In the current AI infrastructure shortage, firms generally do not spend billions unless customers are lined up. BlackRock appears to be buying the revenue backlog.
- The Funding Model: Nebius says roughly 60% of the planned spending is funded through customer prepayments.
- The Customers: Tech giants like Microsoft (NASDAQ: MSFT) and Meta (NASDAQ: META) are effectively paying Nebius upfront to build data centers and install the GPUs they need.
That structure materially de-risks the investment. Nebius's Annualized Run Rate (ARR) reached $1.2 billion in December 2025, and management guided 2026 revenue between $3 billion and $3.4 billion. By taking this position, BlackRock is effectively buying a piece of the physical infrastructure of the AI revolution — servers and power supply secured by contracts with some of the world's most creditworthy tech customers. It's a bet on a contractor fulfilling signed orders, not on a startup finding customers.

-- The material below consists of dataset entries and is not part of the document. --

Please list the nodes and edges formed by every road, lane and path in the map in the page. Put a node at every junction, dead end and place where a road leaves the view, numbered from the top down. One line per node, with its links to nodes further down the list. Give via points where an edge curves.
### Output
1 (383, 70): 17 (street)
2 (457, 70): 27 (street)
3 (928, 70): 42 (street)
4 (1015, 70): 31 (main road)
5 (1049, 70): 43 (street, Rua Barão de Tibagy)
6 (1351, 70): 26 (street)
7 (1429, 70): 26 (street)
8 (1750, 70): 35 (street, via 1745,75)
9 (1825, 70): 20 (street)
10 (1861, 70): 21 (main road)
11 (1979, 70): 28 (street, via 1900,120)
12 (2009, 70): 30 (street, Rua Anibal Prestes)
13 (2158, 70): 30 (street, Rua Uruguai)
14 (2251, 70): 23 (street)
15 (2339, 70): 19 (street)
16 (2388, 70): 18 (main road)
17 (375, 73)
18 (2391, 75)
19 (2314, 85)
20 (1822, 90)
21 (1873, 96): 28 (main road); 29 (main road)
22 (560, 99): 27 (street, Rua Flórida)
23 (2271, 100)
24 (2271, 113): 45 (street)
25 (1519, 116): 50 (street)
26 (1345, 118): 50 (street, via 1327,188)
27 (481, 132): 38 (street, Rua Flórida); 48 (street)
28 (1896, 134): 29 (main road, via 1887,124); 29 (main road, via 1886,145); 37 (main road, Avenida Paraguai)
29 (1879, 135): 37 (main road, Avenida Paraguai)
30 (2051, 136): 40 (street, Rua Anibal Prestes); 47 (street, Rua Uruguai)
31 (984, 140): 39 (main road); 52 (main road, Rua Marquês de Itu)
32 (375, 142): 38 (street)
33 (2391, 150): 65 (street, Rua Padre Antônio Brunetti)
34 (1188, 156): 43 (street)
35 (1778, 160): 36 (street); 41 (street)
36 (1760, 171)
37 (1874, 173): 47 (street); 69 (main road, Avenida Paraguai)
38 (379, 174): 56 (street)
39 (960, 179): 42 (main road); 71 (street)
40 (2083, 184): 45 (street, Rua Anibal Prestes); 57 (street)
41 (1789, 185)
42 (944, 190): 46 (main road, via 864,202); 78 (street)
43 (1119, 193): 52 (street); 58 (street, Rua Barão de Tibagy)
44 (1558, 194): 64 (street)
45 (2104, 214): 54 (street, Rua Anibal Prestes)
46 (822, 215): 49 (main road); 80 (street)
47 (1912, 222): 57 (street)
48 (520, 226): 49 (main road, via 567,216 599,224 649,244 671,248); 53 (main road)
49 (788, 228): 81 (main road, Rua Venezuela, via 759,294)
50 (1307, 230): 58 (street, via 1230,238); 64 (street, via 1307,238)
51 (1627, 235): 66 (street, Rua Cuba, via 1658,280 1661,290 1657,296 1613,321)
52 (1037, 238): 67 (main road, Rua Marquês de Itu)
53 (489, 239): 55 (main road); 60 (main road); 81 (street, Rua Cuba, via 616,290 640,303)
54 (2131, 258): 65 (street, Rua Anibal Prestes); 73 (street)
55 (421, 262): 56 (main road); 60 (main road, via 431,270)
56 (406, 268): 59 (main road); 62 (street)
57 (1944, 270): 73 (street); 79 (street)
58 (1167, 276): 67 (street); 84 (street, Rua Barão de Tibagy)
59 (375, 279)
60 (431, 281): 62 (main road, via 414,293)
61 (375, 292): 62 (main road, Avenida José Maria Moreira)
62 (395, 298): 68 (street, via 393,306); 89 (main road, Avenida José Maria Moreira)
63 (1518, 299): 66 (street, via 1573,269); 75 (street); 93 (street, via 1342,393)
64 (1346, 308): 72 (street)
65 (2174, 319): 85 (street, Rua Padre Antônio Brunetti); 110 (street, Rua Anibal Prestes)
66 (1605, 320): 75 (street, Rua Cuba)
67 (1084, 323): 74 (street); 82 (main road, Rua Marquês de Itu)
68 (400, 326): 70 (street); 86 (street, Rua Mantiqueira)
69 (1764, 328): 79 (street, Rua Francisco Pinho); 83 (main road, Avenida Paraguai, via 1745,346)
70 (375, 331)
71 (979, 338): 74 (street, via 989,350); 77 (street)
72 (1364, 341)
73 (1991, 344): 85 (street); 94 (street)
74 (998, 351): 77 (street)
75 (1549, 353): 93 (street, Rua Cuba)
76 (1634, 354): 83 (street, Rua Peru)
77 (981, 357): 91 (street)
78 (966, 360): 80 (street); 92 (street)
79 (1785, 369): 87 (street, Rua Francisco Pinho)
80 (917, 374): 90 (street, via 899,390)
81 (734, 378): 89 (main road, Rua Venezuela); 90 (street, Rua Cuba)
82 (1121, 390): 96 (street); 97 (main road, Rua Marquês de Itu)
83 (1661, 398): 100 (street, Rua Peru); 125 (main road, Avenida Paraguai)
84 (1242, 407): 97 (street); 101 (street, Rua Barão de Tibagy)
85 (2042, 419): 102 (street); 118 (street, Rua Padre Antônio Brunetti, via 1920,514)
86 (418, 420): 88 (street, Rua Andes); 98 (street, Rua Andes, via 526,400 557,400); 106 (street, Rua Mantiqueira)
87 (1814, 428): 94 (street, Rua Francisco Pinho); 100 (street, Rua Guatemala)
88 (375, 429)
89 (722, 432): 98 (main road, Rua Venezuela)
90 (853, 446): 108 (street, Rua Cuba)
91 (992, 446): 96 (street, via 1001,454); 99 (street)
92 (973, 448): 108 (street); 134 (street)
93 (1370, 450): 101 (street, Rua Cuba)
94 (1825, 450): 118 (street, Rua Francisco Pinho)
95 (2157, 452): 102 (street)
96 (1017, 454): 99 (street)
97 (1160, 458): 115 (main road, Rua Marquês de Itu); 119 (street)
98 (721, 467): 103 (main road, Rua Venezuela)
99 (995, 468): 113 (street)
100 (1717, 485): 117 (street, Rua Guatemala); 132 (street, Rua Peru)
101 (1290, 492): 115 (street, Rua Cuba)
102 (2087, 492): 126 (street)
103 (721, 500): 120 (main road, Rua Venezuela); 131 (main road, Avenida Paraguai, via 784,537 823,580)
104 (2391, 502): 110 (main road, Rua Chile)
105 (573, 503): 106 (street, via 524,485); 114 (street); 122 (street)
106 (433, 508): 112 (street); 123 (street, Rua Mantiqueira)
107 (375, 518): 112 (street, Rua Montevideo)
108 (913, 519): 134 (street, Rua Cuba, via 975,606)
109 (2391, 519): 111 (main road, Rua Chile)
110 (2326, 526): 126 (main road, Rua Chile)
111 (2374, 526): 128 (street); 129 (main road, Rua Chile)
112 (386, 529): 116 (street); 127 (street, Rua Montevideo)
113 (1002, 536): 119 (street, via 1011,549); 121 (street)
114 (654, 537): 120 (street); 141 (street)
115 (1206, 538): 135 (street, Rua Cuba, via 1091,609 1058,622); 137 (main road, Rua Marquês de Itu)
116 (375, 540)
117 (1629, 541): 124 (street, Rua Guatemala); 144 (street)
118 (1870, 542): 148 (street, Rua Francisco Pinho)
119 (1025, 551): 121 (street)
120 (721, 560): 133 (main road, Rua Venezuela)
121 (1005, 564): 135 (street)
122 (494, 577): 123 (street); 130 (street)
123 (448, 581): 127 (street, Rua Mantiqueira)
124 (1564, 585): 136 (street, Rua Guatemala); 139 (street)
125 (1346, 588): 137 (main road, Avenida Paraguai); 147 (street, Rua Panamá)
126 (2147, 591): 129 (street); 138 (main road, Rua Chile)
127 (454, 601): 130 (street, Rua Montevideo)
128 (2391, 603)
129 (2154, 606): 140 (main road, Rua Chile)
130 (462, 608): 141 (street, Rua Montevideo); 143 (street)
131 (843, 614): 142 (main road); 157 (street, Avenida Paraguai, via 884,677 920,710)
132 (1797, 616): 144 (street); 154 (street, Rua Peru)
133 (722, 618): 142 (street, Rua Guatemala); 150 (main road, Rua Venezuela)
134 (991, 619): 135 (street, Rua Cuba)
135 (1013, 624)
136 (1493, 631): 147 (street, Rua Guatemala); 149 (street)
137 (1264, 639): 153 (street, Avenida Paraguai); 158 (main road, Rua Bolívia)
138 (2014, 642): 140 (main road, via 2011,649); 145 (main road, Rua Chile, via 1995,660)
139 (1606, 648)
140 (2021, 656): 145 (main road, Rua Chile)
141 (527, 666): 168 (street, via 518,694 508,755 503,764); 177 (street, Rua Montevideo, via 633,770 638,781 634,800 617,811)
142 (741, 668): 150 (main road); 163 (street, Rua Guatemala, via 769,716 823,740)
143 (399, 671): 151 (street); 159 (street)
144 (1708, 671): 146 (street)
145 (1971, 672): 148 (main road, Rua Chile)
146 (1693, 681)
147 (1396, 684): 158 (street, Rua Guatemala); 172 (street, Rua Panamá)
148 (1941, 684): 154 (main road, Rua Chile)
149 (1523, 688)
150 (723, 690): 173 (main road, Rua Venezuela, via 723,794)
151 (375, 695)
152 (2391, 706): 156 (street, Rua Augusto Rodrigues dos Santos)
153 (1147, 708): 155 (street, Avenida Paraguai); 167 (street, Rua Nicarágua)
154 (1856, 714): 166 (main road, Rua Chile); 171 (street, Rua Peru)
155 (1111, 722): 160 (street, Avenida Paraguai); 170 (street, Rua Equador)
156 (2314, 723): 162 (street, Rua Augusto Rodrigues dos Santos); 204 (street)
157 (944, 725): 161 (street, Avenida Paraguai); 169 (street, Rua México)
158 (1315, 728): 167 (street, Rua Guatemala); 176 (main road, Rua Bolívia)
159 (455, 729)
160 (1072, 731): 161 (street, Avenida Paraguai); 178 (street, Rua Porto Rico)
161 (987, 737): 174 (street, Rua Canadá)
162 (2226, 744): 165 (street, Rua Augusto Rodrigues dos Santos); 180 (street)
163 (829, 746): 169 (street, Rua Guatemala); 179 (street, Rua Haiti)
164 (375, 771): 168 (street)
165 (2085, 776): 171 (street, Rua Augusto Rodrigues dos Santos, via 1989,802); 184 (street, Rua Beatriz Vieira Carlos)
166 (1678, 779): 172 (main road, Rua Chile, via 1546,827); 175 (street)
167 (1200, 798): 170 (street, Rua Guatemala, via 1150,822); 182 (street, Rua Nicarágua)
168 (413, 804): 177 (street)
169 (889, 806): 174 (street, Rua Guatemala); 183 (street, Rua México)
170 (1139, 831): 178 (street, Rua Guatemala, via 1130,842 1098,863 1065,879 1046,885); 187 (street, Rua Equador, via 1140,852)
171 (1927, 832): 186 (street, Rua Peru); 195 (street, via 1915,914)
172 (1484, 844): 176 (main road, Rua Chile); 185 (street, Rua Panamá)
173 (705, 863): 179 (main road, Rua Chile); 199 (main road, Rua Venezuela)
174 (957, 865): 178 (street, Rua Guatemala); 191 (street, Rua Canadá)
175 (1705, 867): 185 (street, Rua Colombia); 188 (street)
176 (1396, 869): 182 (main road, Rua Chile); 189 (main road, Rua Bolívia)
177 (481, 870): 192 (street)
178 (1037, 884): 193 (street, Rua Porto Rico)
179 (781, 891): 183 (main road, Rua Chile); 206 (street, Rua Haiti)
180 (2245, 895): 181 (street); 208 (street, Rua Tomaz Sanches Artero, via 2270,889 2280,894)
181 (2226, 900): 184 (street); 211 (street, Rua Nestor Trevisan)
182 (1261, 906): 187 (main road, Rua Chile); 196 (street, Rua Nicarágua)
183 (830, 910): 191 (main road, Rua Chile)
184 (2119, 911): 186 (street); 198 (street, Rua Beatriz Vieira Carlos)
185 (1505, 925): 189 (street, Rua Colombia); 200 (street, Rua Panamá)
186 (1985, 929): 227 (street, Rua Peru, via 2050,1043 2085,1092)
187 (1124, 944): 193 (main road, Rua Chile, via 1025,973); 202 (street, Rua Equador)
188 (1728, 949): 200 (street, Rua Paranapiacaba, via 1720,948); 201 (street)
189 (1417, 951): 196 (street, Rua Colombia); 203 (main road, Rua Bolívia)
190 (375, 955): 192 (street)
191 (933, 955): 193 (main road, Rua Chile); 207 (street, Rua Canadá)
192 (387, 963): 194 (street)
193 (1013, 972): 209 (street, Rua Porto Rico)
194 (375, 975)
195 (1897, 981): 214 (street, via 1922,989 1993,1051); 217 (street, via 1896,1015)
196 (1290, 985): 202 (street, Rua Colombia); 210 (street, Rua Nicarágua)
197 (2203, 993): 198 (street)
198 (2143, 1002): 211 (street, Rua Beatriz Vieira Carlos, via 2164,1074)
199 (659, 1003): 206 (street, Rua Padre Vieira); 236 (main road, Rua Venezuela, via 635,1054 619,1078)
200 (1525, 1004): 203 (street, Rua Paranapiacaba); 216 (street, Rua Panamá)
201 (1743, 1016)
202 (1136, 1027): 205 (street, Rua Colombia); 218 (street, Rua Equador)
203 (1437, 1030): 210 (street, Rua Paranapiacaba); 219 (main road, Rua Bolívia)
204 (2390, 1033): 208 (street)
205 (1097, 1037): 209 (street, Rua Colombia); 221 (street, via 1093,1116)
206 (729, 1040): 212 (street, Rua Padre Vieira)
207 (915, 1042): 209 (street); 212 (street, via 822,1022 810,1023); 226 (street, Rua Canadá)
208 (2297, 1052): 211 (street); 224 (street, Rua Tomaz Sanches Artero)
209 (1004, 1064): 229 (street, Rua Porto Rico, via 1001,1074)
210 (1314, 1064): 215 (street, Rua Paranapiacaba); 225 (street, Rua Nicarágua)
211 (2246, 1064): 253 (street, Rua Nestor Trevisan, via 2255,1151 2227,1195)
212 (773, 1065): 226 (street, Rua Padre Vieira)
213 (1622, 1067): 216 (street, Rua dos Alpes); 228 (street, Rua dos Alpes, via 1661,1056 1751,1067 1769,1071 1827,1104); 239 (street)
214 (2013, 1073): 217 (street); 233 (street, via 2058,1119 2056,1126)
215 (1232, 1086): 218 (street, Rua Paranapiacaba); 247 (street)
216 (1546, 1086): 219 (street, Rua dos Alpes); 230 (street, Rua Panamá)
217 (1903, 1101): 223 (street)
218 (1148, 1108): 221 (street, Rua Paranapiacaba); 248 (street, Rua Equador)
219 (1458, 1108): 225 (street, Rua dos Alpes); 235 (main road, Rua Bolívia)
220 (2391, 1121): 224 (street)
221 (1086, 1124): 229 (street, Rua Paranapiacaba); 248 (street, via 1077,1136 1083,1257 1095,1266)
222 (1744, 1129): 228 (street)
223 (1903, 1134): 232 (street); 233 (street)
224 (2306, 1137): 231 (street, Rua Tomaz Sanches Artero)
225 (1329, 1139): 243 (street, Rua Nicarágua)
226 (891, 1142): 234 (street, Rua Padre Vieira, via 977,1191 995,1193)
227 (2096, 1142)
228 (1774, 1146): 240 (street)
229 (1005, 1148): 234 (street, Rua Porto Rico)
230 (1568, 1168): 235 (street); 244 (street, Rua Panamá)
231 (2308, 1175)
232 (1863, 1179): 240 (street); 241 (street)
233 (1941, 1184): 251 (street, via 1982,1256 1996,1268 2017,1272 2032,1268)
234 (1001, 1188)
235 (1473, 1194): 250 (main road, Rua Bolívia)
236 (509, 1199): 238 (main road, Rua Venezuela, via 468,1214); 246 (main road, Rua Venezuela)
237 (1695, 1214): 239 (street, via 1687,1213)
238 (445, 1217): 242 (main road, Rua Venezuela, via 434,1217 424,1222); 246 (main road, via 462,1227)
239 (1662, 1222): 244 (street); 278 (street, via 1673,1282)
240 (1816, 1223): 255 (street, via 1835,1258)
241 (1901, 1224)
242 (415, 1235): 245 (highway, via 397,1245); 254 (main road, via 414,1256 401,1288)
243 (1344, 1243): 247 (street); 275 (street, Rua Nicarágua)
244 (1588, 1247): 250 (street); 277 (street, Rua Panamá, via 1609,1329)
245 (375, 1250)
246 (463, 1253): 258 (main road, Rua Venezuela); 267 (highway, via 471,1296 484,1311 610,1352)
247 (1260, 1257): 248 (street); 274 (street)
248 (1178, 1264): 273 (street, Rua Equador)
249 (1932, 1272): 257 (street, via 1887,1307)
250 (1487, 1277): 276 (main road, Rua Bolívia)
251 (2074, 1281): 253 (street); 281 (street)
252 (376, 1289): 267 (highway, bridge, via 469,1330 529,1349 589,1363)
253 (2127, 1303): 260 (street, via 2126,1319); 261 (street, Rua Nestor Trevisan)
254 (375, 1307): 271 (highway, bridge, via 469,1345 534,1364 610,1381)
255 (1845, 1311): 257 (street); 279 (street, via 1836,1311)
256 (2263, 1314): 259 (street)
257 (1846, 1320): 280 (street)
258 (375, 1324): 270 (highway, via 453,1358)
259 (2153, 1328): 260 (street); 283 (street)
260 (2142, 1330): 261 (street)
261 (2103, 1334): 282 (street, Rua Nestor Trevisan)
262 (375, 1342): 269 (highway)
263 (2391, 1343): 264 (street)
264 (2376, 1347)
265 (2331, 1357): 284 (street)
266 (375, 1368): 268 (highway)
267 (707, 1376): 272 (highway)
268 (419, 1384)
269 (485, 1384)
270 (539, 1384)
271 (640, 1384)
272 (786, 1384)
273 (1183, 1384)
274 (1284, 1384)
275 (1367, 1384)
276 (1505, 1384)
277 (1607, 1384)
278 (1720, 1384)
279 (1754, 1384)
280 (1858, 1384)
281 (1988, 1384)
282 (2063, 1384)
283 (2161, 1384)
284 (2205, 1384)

Strategic Foresight: The Agentic AI Pivot
A key aspect of institutional investing is foresight: predicting where a company will be in six months rather than reacting to where it is today. BlackRock established this large position before Nebius announced its latest strategic pivot, suggesting its analysts correctly modeled the company's trajectory.
On Feb. 10, 2026, Nebius announced the acquisition of Tavily for about $275 million. Tavily specializes in Agentic AI, enabling models to search the web in real time to answer complex questions. The acquisition moves Nebius up the value chain.
If a company only rents out servers, it is selling a commodity and risks losing customers to cheaper providers. By integrating Tavily's search capabilities into its cloud offering, Nebius shifts from a pure hardware provider to a software-enabled platform.
That makes the product stickier: customers are less likely to leave because the software is integral to their workflows. BlackRock's entry suggests its analysts value Nebius as a future software platform rather than merely a hardware utility, which supports a higher valuation.
The Geopolitical Discount Is Gone
For much of the past two years, Nebius struggled with uncertainty around its separation from its former parent, Yandex. Many investors avoided the stock because of perceived geopolitical risk and the complexity of the divestment.
BlackRock's dramatic position increase sends a clear message: that narrative is fading. The smart money appears to have done its due diligence and now views Nebius as a Dutch-headquartered global AI player. While retail traders may worry about a single quarter's revenue miss, BlackRock is focused on the 2026 roadmap — a company executing a $20 billion infrastructure expansion backed by major tech customers and evolving into a software platform.
For individual investors, the disconnect between short-term price volatility and long-term institutional accumulation offers a clear signal: the builders of the AI age are still just getting started.